## TASK STATEMENT
Copy the data precisely, character for character, and leave out every picture.

** Opening EXTRACTED INFORMATION block **

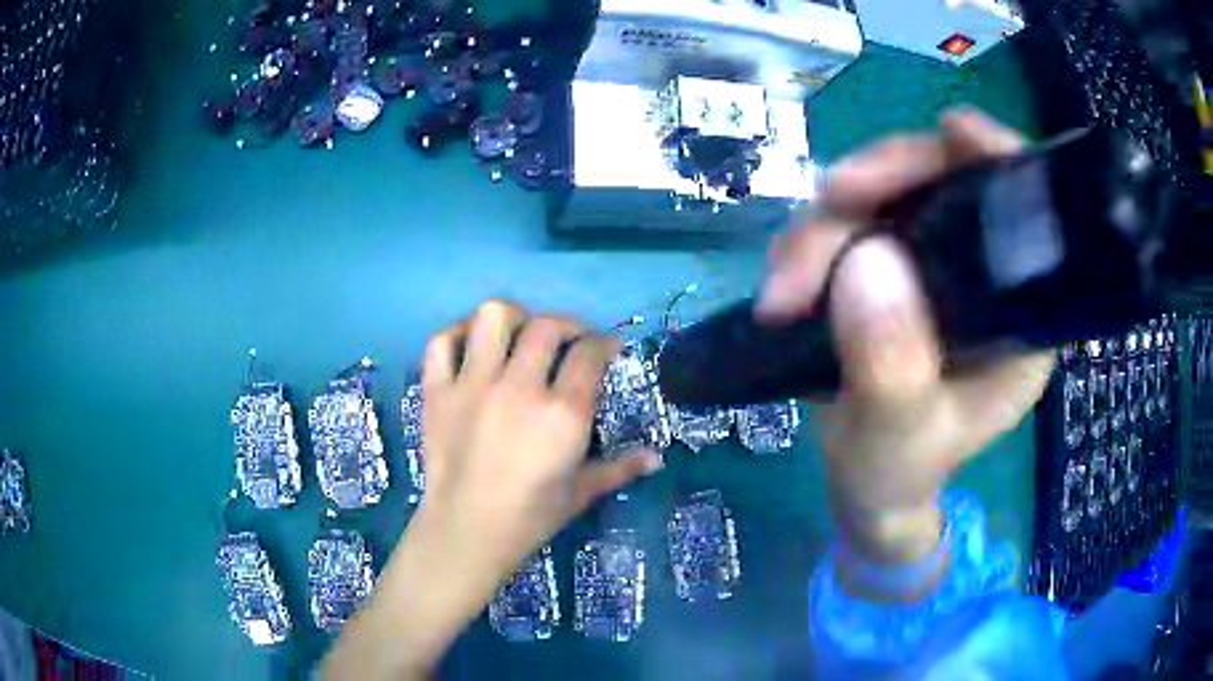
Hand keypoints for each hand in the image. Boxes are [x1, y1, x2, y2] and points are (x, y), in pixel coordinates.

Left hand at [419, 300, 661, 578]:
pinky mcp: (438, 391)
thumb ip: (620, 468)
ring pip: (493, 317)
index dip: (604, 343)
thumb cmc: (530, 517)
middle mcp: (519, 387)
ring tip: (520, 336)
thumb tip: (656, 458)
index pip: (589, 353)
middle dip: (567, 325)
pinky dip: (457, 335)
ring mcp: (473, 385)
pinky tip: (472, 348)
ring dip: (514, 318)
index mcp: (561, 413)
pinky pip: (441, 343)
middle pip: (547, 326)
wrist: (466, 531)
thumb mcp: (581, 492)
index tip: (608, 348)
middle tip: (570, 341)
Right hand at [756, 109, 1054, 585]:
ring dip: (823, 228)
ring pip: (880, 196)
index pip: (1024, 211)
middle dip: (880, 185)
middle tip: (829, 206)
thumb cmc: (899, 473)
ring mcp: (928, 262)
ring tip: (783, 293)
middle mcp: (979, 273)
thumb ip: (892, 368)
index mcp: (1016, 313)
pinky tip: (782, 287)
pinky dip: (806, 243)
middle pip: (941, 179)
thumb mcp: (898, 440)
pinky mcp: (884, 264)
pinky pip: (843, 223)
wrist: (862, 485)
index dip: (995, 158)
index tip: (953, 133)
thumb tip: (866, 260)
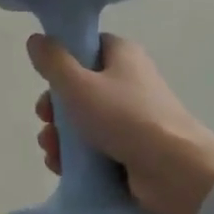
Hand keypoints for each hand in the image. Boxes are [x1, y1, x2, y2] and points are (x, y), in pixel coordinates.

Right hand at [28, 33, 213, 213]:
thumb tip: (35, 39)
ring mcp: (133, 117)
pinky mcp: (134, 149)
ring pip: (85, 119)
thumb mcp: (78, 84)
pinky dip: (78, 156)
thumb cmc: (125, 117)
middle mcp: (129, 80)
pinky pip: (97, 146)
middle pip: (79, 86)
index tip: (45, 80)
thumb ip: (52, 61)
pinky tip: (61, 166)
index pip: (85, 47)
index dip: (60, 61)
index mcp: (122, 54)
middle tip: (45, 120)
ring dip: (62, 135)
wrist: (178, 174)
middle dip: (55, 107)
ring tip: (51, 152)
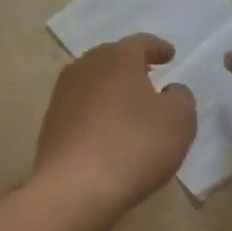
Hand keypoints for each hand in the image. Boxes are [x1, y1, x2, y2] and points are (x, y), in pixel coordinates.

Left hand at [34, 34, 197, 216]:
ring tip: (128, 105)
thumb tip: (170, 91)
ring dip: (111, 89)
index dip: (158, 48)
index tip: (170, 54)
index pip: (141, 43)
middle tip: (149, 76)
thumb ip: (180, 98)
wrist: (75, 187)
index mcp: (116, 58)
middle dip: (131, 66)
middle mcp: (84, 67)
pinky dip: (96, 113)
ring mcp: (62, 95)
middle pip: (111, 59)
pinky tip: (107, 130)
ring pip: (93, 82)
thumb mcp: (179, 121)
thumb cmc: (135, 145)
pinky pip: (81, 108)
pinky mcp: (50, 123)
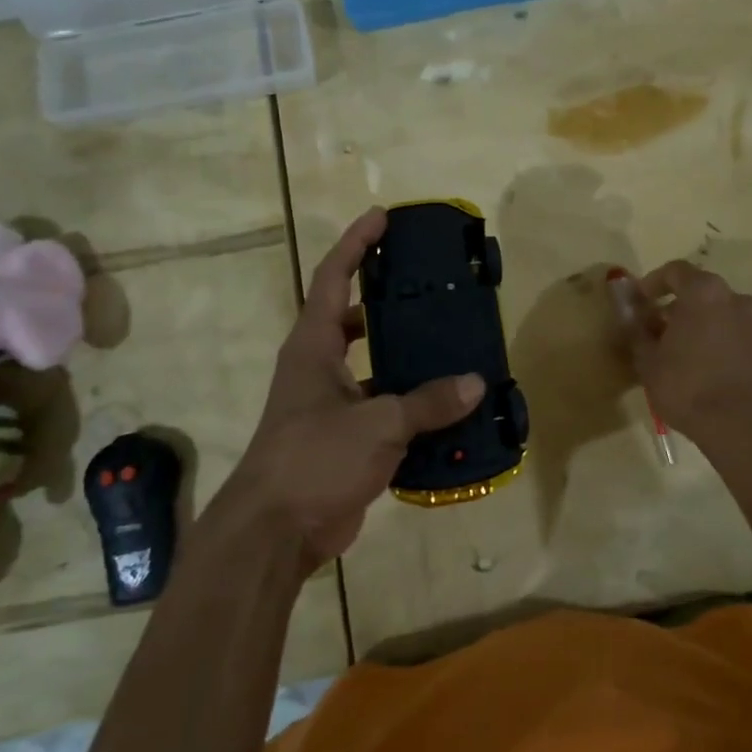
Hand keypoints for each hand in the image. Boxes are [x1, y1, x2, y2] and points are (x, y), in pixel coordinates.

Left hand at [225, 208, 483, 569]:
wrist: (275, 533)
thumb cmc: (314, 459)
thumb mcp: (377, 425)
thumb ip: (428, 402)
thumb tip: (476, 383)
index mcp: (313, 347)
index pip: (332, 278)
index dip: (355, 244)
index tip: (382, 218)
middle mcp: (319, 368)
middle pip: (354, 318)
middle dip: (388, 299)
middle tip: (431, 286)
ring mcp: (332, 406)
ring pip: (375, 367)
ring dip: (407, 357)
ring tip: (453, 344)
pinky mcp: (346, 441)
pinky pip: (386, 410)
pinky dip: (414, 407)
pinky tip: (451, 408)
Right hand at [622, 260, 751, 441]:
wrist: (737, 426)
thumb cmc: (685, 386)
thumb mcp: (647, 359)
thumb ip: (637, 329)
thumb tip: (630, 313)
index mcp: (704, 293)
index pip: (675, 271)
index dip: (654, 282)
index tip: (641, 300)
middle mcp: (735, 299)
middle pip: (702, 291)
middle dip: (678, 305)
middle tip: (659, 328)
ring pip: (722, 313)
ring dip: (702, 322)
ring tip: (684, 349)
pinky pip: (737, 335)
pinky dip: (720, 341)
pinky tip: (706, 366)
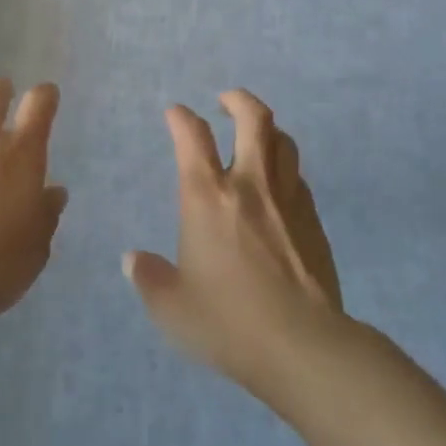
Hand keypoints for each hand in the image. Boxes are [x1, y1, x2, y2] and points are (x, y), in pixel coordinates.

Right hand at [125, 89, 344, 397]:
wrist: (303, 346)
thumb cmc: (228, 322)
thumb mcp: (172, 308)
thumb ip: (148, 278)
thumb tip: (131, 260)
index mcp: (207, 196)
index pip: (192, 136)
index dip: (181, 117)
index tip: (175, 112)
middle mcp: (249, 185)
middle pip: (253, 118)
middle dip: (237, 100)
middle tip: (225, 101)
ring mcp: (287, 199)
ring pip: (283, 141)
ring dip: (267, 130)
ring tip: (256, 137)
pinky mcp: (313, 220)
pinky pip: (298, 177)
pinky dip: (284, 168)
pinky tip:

** Closing EXTRACTED INFORMATION block **

## COMPLETED TASK
Hand keypoints for each hand in the image. Boxes are [x1, y1, x2, y2] and points are (x, y), in pixel coordinates.

Left hand at [419, 300, 661, 578]:
pinky mcp: (438, 391)
thumb ip: (620, 468)
ring pip: (493, 317)
index dip: (604, 343)
thumb cmc: (530, 517)
middle mcp: (519, 387)
ring tip: (520, 336)
thumb tip: (656, 458)
index pip: (589, 353)
middle dip: (567, 325)
pinky dip: (457, 335)
ring mcp: (473, 385)
pinky tip: (472, 348)
ring dip: (514, 318)
index mcp: (561, 413)
pinky pip: (441, 343)
middle pip: (547, 326)
wrist: (466, 531)
thumb mcp: (581, 492)
index tip: (608, 348)
middle tip: (570, 341)
Right hand at [756, 109, 1054, 585]:
ring dip: (823, 228)
ring pip: (880, 196)
index pip: (1024, 211)
middle dip: (880, 185)
middle tip: (829, 206)
thumb cmc: (899, 473)
ring mcp: (928, 262)
ring tip: (783, 293)
middle mcp: (979, 273)
thumb ip: (892, 368)
index mcp: (1016, 313)
pinky tip: (782, 287)
pinky dip: (806, 243)
middle pip: (941, 179)
thumb mcp: (898, 440)
pinky mcp: (884, 264)
pinky pip: (843, 223)
wrist: (862, 485)
index dip: (995, 158)
index tip: (953, 133)
thumb tip: (866, 260)
Hand keypoints for each hand in the image. Boxes are [x1, y1, x2, y2] and points are (x, y), in pixel coordinates.

Right hand at [28, 33, 213, 213]:
thumb tip: (35, 39)
ring mcp: (133, 117)
pinky mcp: (134, 149)
ring pip: (85, 119)
thumb mcp: (78, 84)
pinky dip: (78, 156)
thumb cmc: (125, 117)
middle mcp: (129, 80)
pinky pip: (97, 146)
middle pip: (79, 86)
index tip: (45, 80)
thumb ip: (52, 61)
pinky tip: (61, 166)
index pip: (85, 47)
index dip: (60, 61)
index mcp: (122, 54)
middle tip: (45, 120)
ring dip: (62, 135)
wrist: (178, 174)
middle dip: (55, 107)
ring tip: (51, 152)
Hand keypoints for each hand in the image. Boxes are [x1, y1, x2, y2] and points are (x, y), in pixel coordinates.

Left hand at [34, 34, 197, 216]:
ring tip: (128, 105)
thumb tip: (170, 91)
ring dip: (111, 89)
index dip: (158, 48)
index tip: (170, 54)
index pip: (141, 43)
middle tip: (149, 76)
thumb ip: (180, 98)
wrist: (75, 187)
index mcp: (116, 58)
middle dip: (131, 66)
middle mcp: (84, 67)
pinky dip: (96, 113)
ring mcp: (62, 95)
middle pip: (111, 59)
pinky tip: (107, 130)
ring pip: (93, 82)
thumb mcp: (179, 121)
thumb cmc: (135, 145)
pinky pip: (81, 108)
pinky mcp: (50, 123)
Hand keypoints for each hand in the image. Boxes are [x1, y1, x2, y2] and points are (x, y), in pixel coordinates.

Left hand at [225, 208, 483, 569]:
wrist: (275, 533)
thumb cmc: (314, 459)
thumb mcp: (377, 425)
thumb ip: (428, 402)
thumb tip: (476, 383)
index mcp: (313, 347)
index pip: (332, 278)
index dip: (355, 244)
index tip: (382, 218)
middle mcp: (319, 368)
middle pip: (354, 318)
middle dip: (388, 299)
middle tip: (431, 286)
ring mcp: (332, 406)
ring pip: (375, 367)
ring dip: (407, 357)
ring tip: (453, 344)
pinky mcp: (346, 441)
pinky pip: (386, 410)
pinky dip: (414, 407)
pinky tip: (451, 408)
Right hand at [622, 260, 751, 441]:
wrist: (737, 426)
thumb cmc: (685, 386)
thumb mcp: (647, 359)
thumb ip: (637, 329)
thumb tip: (630, 313)
index mcp: (704, 293)
index pip: (675, 271)
index dip: (654, 282)
index tip: (641, 300)
middle mcp: (735, 299)
middle pip: (702, 291)
middle dip: (678, 305)
middle tip: (659, 328)
ring pip: (722, 313)
ring dip: (702, 322)
ring tip: (684, 349)
pinky pip: (737, 335)
pinky dip: (720, 341)
pinky tip: (706, 366)
Hand keypoints for each hand in the image. Boxes are [x1, y1, x2, y2] and points are (x, y), in pixel coordinates.

Right hand at [125, 89, 344, 397]:
wrist: (303, 346)
thumb cmc: (228, 322)
thumb mcp: (172, 308)
thumb ip: (148, 278)
thumb tip: (131, 260)
index mcp: (207, 196)
index pip: (192, 136)
index dip: (181, 117)
index tip: (175, 112)
middle mcp: (249, 185)
middle pip: (253, 118)
middle dip: (237, 100)
middle tip: (225, 101)
ring mcp: (287, 199)
ring pip: (283, 141)
ring dip: (267, 130)
ring tip: (256, 137)
pinky mcp: (313, 220)
pinky pip: (298, 177)
pinky dip: (284, 168)
pinky tip:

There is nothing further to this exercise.